Consider an oncologist discussing two treatment options with a patient and explaining that Treatment A, on average, would be associated with 4 contact days a month, and Treatment B with 10. We proposed this framing can aid patient decision-making and add specificity and clarity to the discussion. Our current work focuses on operationalizing contact day reporting in clinical trials. While these concepts are not new and will not surprise the experienced oncologist or the veteran patient, there is a new interest in addressing this in a more rigorous fashion to expose the hidden perils of spending too much time in medical settings, especially when time itself is the prize patients are seeking from the investment in treatment. Introducing the term ‘’time toxicity’’ that was first proposed in 2022, while controversial and loaded, served as a ‘’lightbulb moment’’ for the oncology community to recognize the extent of the problem. I see parallels to the concept of financial toxicity that was coined around 2010, after which we saw an abundance of reports describing the multiple facets of financial hardship and ruin experienced by cancer survivors and their families. This, in turn, required oncologists to consider these aspects when counseling patients about their options for treatment and care.

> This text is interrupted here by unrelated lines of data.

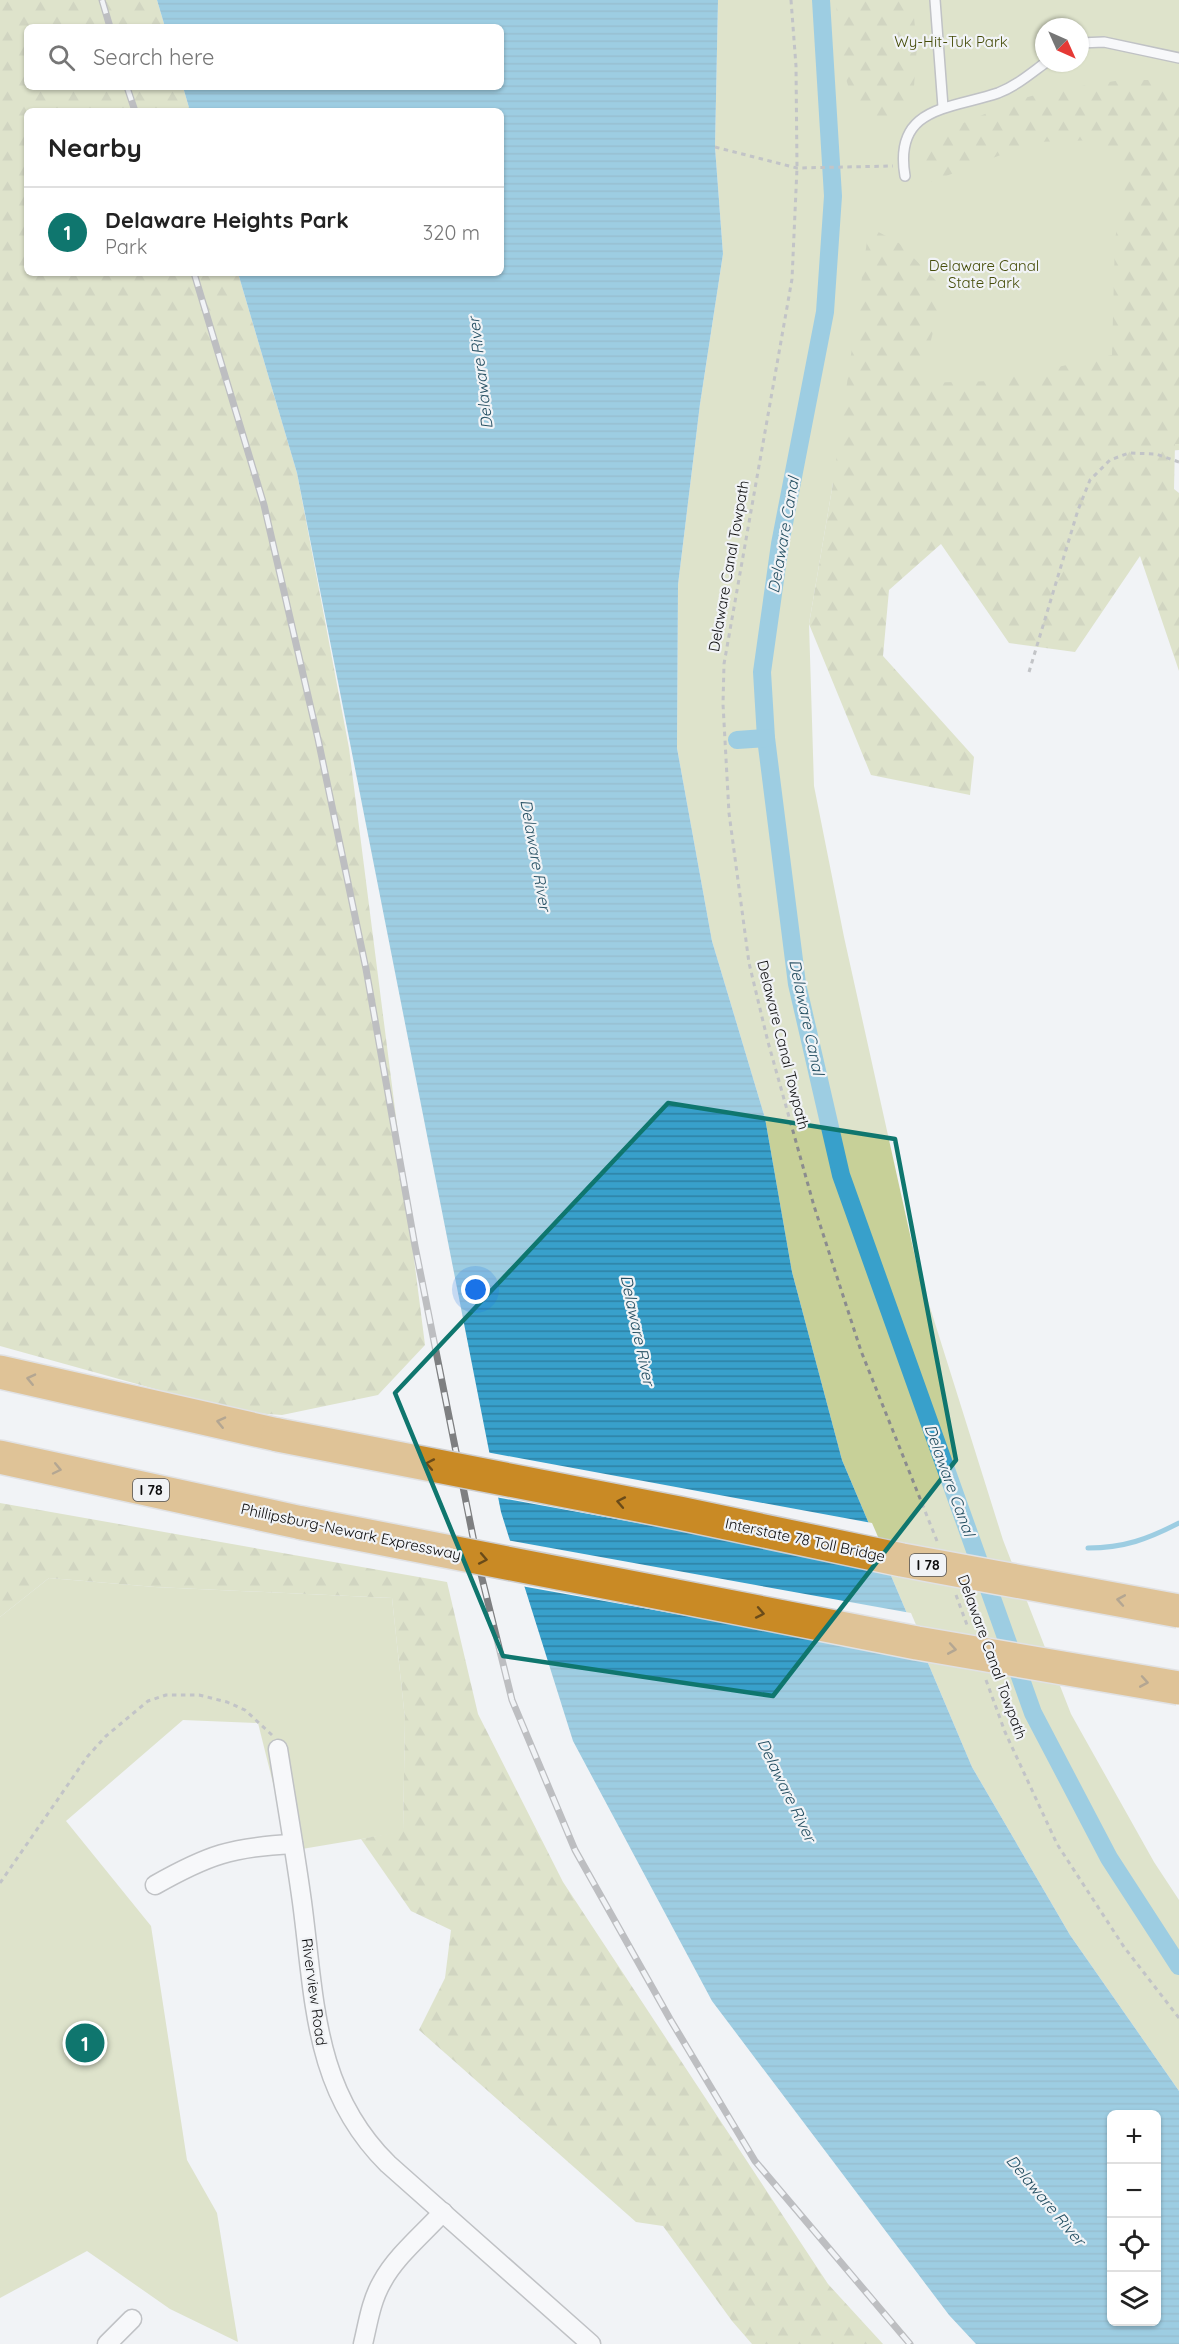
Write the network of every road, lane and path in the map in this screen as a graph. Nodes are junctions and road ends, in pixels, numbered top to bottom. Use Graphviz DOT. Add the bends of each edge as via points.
graph roads {
  1 [pos="791,0"];
  2 [pos="934,0"];
  3 [pos="1089,43"];
  4 [pos="1179,58"];
  5 [pos="1035,70"];
  6 [pos="942,107"];
  7 [pos="715,147"];
  8 [pos="797,168"];
  9 [pos="905,171"];
  10 [pos="1179,462"];
  11 [pos="1029,672"];
  12 [pos="0,1372"];
  13 [pos="0,1456"];
  14 [pos="939,1548"];
  15 [pos="955,1592"];
  16 [pos="1179,1611"];
  17 [pos="970,1635"];
  18 [pos="986,1678"];
  19 [pos="1179,1688"];
  20 [pos="278,1749"];
  21 [pos="292,1844"];
  22 [pos="0,1883"];
  23 [pos="155,1885"];
  24 [pos="1179,2018"];
  25 [pos="443,2212"];
  26 [pos="132,2319"];
  27 [pos="107,2344"];
  28 [pos="363,2344"];
  29 [pos="591,2344"];
  1 -- 8 [label="path, Delaware Canal Towpath"];
  2 -- 6 [label="lane"];
  3 -- 4 [label="lane" via="1104,42"];
  5 -- 6 [label="lane" via="1007,89"];
  6 -- 9 [label="lane" via="913,128 905,146"];
  7 -- 8 [label="path"];
  8 -- 9 [label="path" via="874,167"];
  8 -- 14 [label="path, Delaware Canal Towpath" via="792,279 724,663 729,813 749,963 811,1195 861,1351"];
  10 -- 11 [label="path" via="1156,454 1129,453 1110,460 1090,480"];
  16 -- 12 [label="highway, Interstate 78 Toll Bridge / I 78, one-way, bridge" via="902,1560 278,1435"];
  13 -- 19 [label="highway, Phillipsburg-Newark Expressway / I 78, one-way, bridge" via="302,1523 703,1603"];
  15 -- 17 [label="path, Delaware Canal Towpath"];
  18 -- 24 [label="path, Delaware Canal Towpath" via="1005,1732 1057,1844 1124,1947"];
  20 -- 21 [label="street, Riverview Road"];
  20 -- 22 [label="path" via="267,1730 245,1710 227,1702 199,1695 166,1695 148,1701 87,1757"];
  21 -- 23 [label="street" via="254,1846 211,1856"];
  21 -- 25 [label="street, Riverview Road" via="316,2021 324,2054 345,2106 372,2148"];
  25 -- 28 [label="street" via="381,2283"];
  25 -- 29 [label="street, Riverview Road"];
  26 -- 27 [label="street"];
}
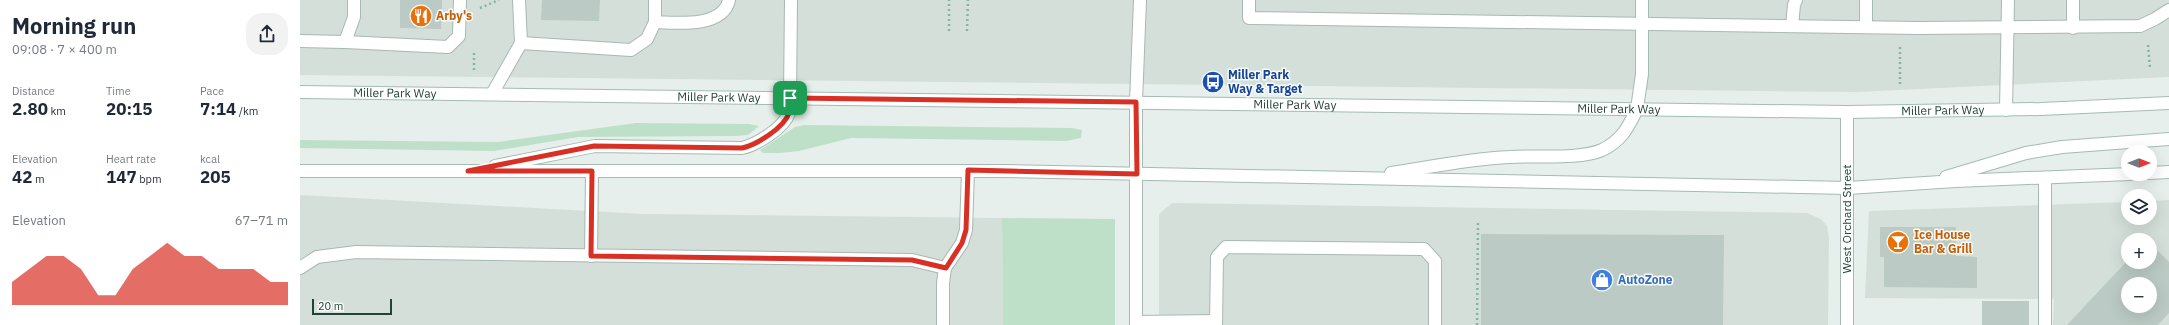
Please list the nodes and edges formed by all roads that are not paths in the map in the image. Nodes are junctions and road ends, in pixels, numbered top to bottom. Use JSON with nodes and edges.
{"nodes":[{"id":1,"x":354,"y":0,"type":"edge"},
{"id":2,"x":460,"y":0,"type":"edge"},
{"id":3,"x":655,"y":0,"type":"edge"},
{"id":4,"x":729,"y":0,"type":"edge"},
{"id":5,"x":791,"y":0,"type":"edge"},
{"id":6,"x":1140,"y":0,"type":"edge"},
{"id":7,"x":1249,"y":0,"type":"edge"},
{"id":8,"x":1642,"y":0,"type":"edge"},
{"id":9,"x":1796,"y":0,"type":"edge"},
{"id":10,"x":1866,"y":0,"type":"edge"},
{"id":11,"x":2008,"y":0,"type":"edge"},
{"id":12,"x":2073,"y":0,"type":"edge"},
{"id":13,"x":520,"y":1,"type":"edge"},
{"id":14,"x":2169,"y":10,"type":"edge"},
{"id":15,"x":655,"y":22,"type":"junction"},
{"id":16,"x":1642,"y":24,"type":"junction"},
{"id":17,"x":1792,"y":26,"type":"junction"},
{"id":18,"x":1866,"y":27,"type":"junction"},
{"id":19,"x":2007,"y":28,"type":"junction"},
{"id":20,"x":2073,"y":28,"type":"junction"},
{"id":21,"x":300,"y":41,"type":"edge"},
{"id":22,"x":345,"y":42,"type":"junction"},
{"id":23,"x":520,"y":43,"type":"junction"},
{"id":24,"x":300,"y":92,"type":"edge"},
{"id":25,"x":492,"y":94,"type":"junction"},
{"id":26,"x":790,"y":98,"type":"junction"},
{"id":27,"x":1136,"y":102,"type":"junction"},
{"id":28,"x":2169,"y":103,"type":"edge"},
{"id":29,"x":1637,"y":109,"type":"junction"},
{"id":30,"x":2006,"y":110,"type":"junction"},
{"id":31,"x":1847,"y":112,"type":"junction"},
{"id":32,"x":2169,"y":139,"type":"edge"},
{"id":33,"x":968,"y":170,"type":"junction"},
{"id":34,"x":300,"y":171,"type":"edge"},
{"id":35,"x":468,"y":171,"type":"junction"},
{"id":36,"x":592,"y":171,"type":"junction"},
{"id":37,"x":2169,"y":172,"type":"edge"},
{"id":38,"x":2157,"y":173,"type":"edge"},
{"id":39,"x":1137,"y":174,"type":"junction"},
{"id":40,"x":2121,"y":175,"type":"edge"},
{"id":41,"x":1364,"y":178,"type":"junction"},
{"id":42,"x":2045,"y":179,"type":"junction"},
{"id":43,"x":1930,"y":183,"type":"junction"},
{"id":44,"x":1848,"y":188,"type":"junction"},
{"id":45,"x":591,"y":256,"type":"junction"},
{"id":46,"x":300,"y":268,"type":"edge"},
{"id":47,"x":946,"y":268,"type":"junction"},
{"id":48,"x":1216,"y":323,"type":"edge"},
{"id":49,"x":1136,"y":324,"type":"edge"},
{"id":50,"x":943,"y":325,"type":"edge"},
{"id":51,"x":1435,"y":325,"type":"edge"},
{"id":52,"x":1847,"y":325,"type":"edge"},
{"id":53,"x":2045,"y":325,"type":"edge"}],
"edges":[{"from":1,"to":22,"type":"main road"},
{"from":2,"to":22,"type":"main road"},
{"from":3,"to":15,"type":"main road"},
{"from":4,"to":15,"type":"main road"},
{"from":5,"to":26,"type":"main road"},
{"from":6,"to":27,"type":"main road"},
{"from":7,"to":16,"type":"main road"},
{"from":8,"to":16,"type":"main road"},
{"from":9,"to":17,"type":"main road"},
{"from":10,"to":18,"type":"main road"},
{"from":11,"to":19,"type":"main road"},
{"from":12,"to":20,"type":"main road"},
{"from":13,"to":23,"type":"main road"},
{"from":14,"to":20,"type":"main road"},
{"from":15,"to":23,"type":"main road"},
{"from":16,"to":17,"type":"main road"},
{"from":16,"to":29,"type":"main road"},
{"from":17,"to":18,"type":"main road"},
{"from":18,"to":19,"type":"main road"},
{"from":19,"to":20,"type":"main road"},
{"from":19,"to":30,"type":"main road"},
{"from":21,"to":22,"type":"main road"},
{"from":23,"to":25,"type":"main road"},
{"from":24,"to":25,"type":"main road","name":"Miller Park Way"},
{"from":25,"to":26,"type":"main road","name":"Miller Park Way"},
{"from":26,"to":27,"type":"main road","name":"Miller Park Way"},
{"from":26,"to":35,"type":"main road"},
{"from":27,"to":29,"type":"main road","name":"Miller Park Way"},
{"from":27,"to":39,"type":"main road"},
{"from":28,"to":30,"type":"main road","name":"Miller Park Way"},
{"from":29,"to":31,"type":"main road","name":"Miller Park Way"},
{"from":29,"to":41,"type":"main road"},
{"from":30,"to":31,"type":"main road","name":"Miller Park Way"},
{"from":31,"to":44,"type":"main road","name":"West Orchard Street"},
{"from":32,"to":43,"type":"main road"},
{"from":33,"to":36,"type":"main road"},
{"from":33,"to":39,"type":"main road"},
{"from":33,"to":47,"type":"main road"},
{"from":34,"to":35,"type":"main road"},
{"from":35,"to":36,"type":"main road"},
{"from":36,"to":45,"type":"main road"},
{"from":37,"to":38,"type":"main road"},
{"from":39,"to":41,"type":"main road"},
{"from":39,"to":49,"type":"main road"},
{"from":40,"to":42,"type":"main road"},
{"from":41,"to":44,"type":"main road"},
{"from":42,"to":43,"type":"main road"},
{"from":42,"to":53,"type":"main road"},
{"from":43,"to":44,"type":"main road"},
{"from":44,"to":52,"type":"main road","name":"West Orchard Street"},
{"from":45,"to":46,"type":"main road"},
{"from":45,"to":47,"type":"main road"},
{"from":47,"to":50,"type":"main road"},
{"from":48,"to":49,"type":"main road"},
{"from":48,"to":51,"type":"main road"}]}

I have similar hopes for the time toxicity concept. Since 2022, when we first saw publications characterizing time toxicity, this dimension of lived experience has been measured in populations facing advanced cancer. The result of this new awareness is that oncologists and trialists have implemented changes focused on mitigating this toxicity, such as offering telemedicine checks, home-based care and offering patients the option to have laboratory studies performed closer to home on a more convenient schedule. And perhaps not unexpectedly, the biggest barrier now remains the oncologist’s own time crunches: shorter outpatient clinic slots, documentation requirements, and bureaucratic tasks (such as prior-authorizations for those practicing in the United States) that take up time and threaten our collective sanity and wellbeing. I often wonder how we can expect a clinician to think about patients’ time, when they have no time…
On that note, I do believe that the single biggest advance in medicine will be creating more time with patients. I read this somewhere and have been searching for the author for attribution. And while I do not yet have a universal solution to fix all time toxicity in mind, I want to, as a start, at least thank you, dear reader, for your time.
About the Author
Dr. Arjun Gupta is a gastrointestinal medical oncologist at the University of Minnesota through December 2025, and will join the City of Hope Cancer Center in Arizona on December 29, 2025. His primary research focus is identifying, understanding, and improving the hidden toxicities of receiving cancer care.